> _Task brief_
From the first line to the last, retype the records exactly without their images.

====

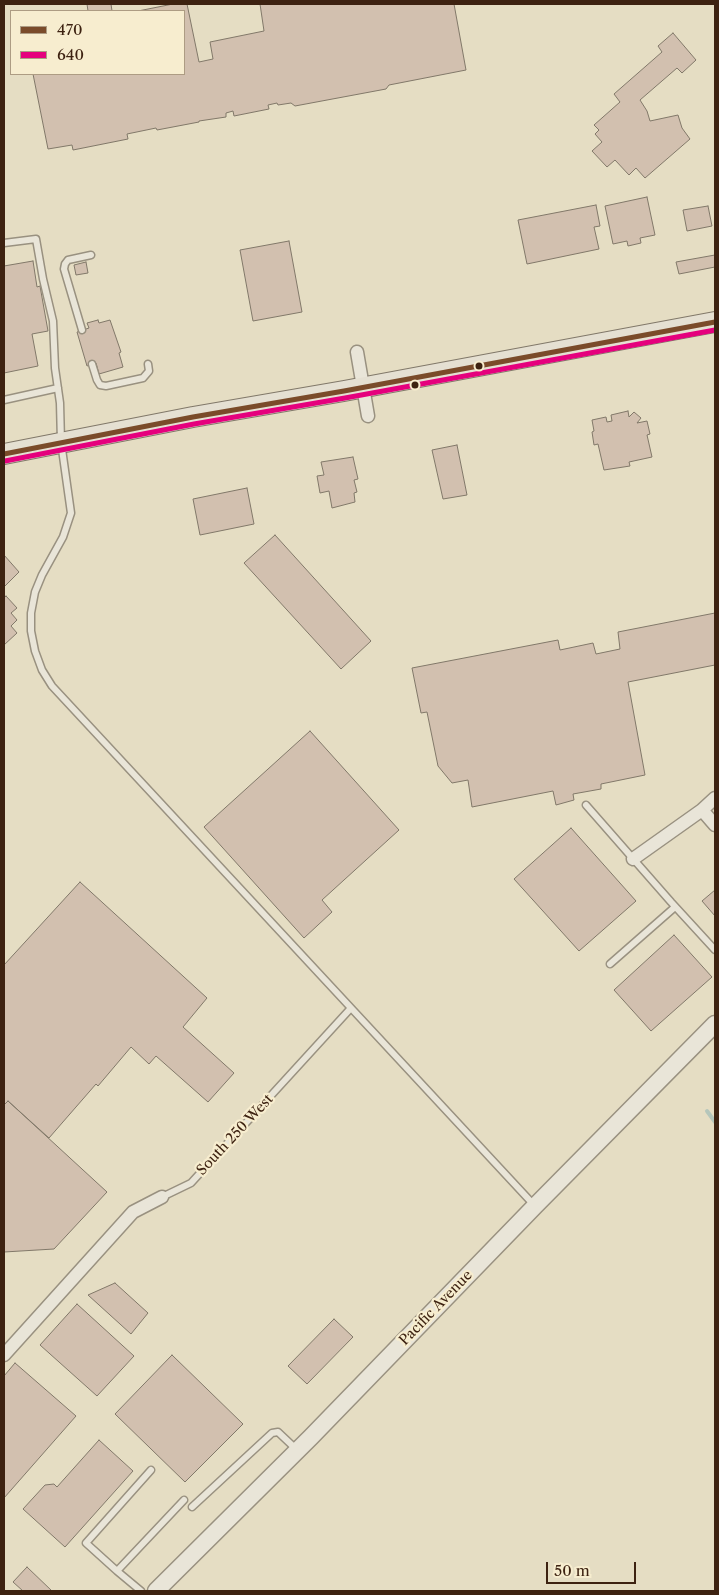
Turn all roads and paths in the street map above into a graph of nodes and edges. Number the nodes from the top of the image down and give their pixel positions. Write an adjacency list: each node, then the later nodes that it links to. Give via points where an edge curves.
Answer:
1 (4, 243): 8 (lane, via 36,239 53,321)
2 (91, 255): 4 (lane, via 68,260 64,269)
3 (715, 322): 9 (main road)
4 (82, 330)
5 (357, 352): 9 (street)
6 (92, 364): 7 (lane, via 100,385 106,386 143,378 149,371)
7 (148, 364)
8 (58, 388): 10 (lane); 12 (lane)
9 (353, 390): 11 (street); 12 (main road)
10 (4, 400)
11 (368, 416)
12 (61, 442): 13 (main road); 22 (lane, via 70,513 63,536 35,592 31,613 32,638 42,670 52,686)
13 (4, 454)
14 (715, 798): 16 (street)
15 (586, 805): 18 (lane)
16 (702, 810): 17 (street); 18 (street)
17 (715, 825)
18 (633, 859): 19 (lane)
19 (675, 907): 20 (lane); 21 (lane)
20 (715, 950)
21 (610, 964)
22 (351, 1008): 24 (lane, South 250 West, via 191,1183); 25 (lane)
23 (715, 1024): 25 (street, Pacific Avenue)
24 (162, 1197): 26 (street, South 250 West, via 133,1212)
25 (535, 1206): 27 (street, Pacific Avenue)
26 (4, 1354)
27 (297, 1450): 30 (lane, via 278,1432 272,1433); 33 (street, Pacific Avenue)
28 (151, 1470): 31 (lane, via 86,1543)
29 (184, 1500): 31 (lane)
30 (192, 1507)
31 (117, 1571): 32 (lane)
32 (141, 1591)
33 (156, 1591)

====

> _Response to this exercise_
Turn all roads and paths in the street map above into a graph of nodes and edges. Number the nodes from the top of the image down and give their pixel positions. Write an adjacency list: each node, then the later nodes that it links to. Give via points where an edge curves.
Answer:
1 (4, 243): 8 (lane, via 36,239 53,321)
2 (91, 255): 4 (lane, via 68,260 64,269)
3 (715, 322): 9 (main road)
4 (82, 330)
5 (357, 352): 9 (street)
6 (92, 364): 7 (lane, via 100,385 106,386 143,378 149,371)
7 (148, 364)
8 (58, 388): 10 (lane); 12 (lane)
9 (353, 390): 11 (street); 12 (main road)
10 (4, 400)
11 (368, 416)
12 (61, 442): 13 (main road); 22 (lane, via 70,513 63,536 35,592 31,613 32,638 42,670 52,686)
13 (4, 454)
14 (715, 798): 16 (street)
15 (586, 805): 18 (lane)
16 (702, 810): 17 (street); 18 (street)
17 (715, 825)
18 (633, 859): 19 (lane)
19 (675, 907): 20 (lane); 21 (lane)
20 (715, 950)
21 (610, 964)
22 (351, 1008): 24 (lane, South 250 West, via 191,1183); 25 (lane)
23 (715, 1024): 25 (street, Pacific Avenue)
24 (162, 1197): 26 (street, South 250 West, via 133,1212)
25 (535, 1206): 27 (street, Pacific Avenue)
26 (4, 1354)
27 (297, 1450): 30 (lane, via 278,1432 272,1433); 33 (street, Pacific Avenue)
28 (151, 1470): 31 (lane, via 86,1543)
29 (184, 1500): 31 (lane)
30 (192, 1507)
31 (117, 1571): 32 (lane)
32 (141, 1591)
33 (156, 1591)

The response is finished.